Namun beruntung diantara puluhan nelayan yang biasanya mangkal dipelabuhan Waitii untuk memberikan tumpangan kepada masyarakat yang ingin menggunakan jasa tumpangan perahu mereka untuk menyebrang dari pulau ke pula, jika mereka tidak pergi melaut mencari ikan, ada yang memberanikan diri untuk memuat para peserta aksi mogok yang mau menuju pulau tempat PT.WR berada sehingga pada Rabu, 8 February 2012 para buruh PT.WR jadi menggelar aksi mogok di depan PT.WR (Long Hause) milik PT.WR kalaupun aksinya dilakukan diatas air (perahu, red) karena dilarang mendarat dilokasi perusahaan oleh aparat kepolisian dari Polsek Tomia dan Polres Wakatobi.

Aksi Mogok Kerja Buruh PT.Wakatobi Resort Masih Terus Berlanjut

Hingga hari keempat aksi mogok buruh PT.Wakatobi Resort (PT.WR) Jumat, 10 February 2012 masih terus berlangsung karena belum ada perundingan antara para buruh PT.WR dengan Management PT.WR. Pada hari keempat, aksi mogok kerja yang dilaksanakan oleh Serikat Perjuangan Buruh Indonesia PT.Wakatobi Resort (SPBI PT.WR) kembali digelar di Lapter Maranggo (Air Strip Maranggo) milik PT.WR sama seperti pada waktu hari pertama aksi mogok itu digelar pada Selasa, 7 February 2012.

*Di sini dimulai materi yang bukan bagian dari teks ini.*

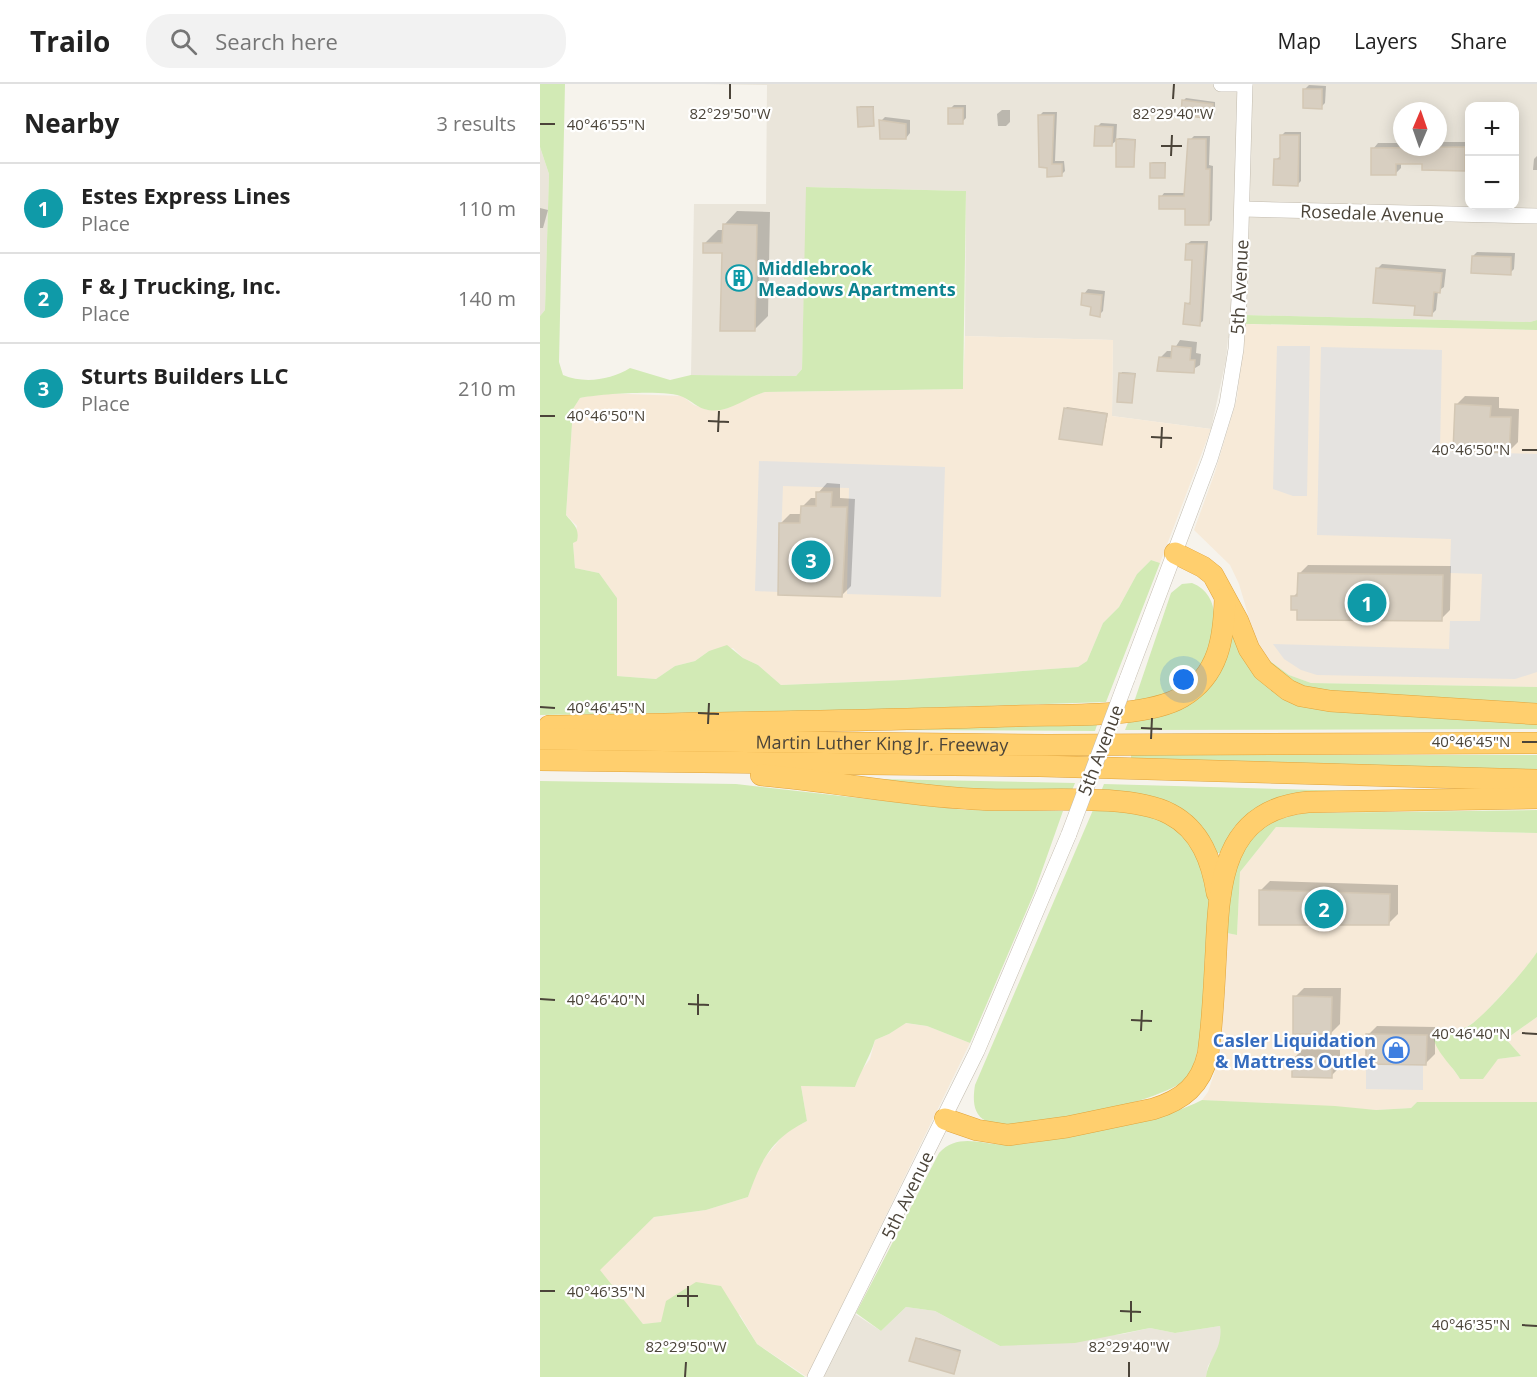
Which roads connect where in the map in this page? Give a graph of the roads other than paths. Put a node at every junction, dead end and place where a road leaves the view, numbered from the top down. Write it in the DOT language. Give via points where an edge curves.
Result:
graph roads {
  1 [pos="1221,84"];
  2 [pos="1245,84"];
  3 [pos="1242,209"];
  4 [pos="1537,216"];
  5 [pos="1175,553"];
  6 [pos="1225,598"];
  7 [pos="1537,714"];
  8 [pos="540,726"];
  9 [pos="540,740"];
  10 [pos="1537,743"];
  11 [pos="540,760"];
  12 [pos="540,770"];
  13 [pos="1537,780"];
  14 [pos="1537,798"];
  15 [pos="1218,900"];
  16 [pos="945,1119"];
  17 [pos="815,1377"];
  1 -- 2 [label="street"];
  2 -- 3 [label="street, 5th Avenue"];
  3 -- 4 [label="street, Rosedale Avenue"];
  3 -- 5 [label="street, 5th Avenue" via="1236,349 1227,404"];
  5 -- 6 [label="highway" via="1209,571"];
  5 -- 16 [label="street, 5th Avenue, bridge" via="1069,834 1007,985"];
  6 -- 7 [label="highway" via="1259,665 1278,684 1301,696"];
  6 -- 8 [label="highway" via="1222,642 1207,674 1182,697 1146,709 954,718"];
  9 -- 10 [label="highway, Martin Luther King Jr. Freeway" via="1024,745"];
  11 -- 13 [label="highway, Martin Luther King Jr. Freeway" via="1040,766"];
  12 -- 15 [label="highway" via="745,774 975,800 1142,804 1172,815 1197,838 1209,860"];
  14 -- 15 [label="highway" via="1287,805 1260,818 1236,841"];
  15 -- 16 [label="highway" via="1210,1043 1202,1074 1190,1091 1153,1109 1023,1134 993,1134"];
  16 -- 17 [label="street, 5th Avenue"];
}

Menurut Sekretaris SPBI PT.WR Ahmad Ode Tarani bahwa aksi mogok kerja ini akan berlangsung selama satu bulan penuh jika tuntutan para buruh PT.WR belum terpenuhi. “Aksi ini akan terus berlangsung selama sebulan penuh teritung sejak Selasa, 7 February 2012 sampai Rabu, 7 Matret 2012 dan akan kami perpanjang lagi jika belum ada penyelesaian terkait dengan tuntutan kami”, kata Ahmad.
Ahmad juga menekankan bahwa aksi ini akan dilaksanakan secara bergantian di Lapter Maranggo/Air Strip Maranggo (bandara milik PT.WR, red) dan di Pulau Tolandono, Desa Lamanggau, Kecamatan Tomia, Kabupaten Wakatobi, Prov.Sultra (tempat PT.WR berada, red).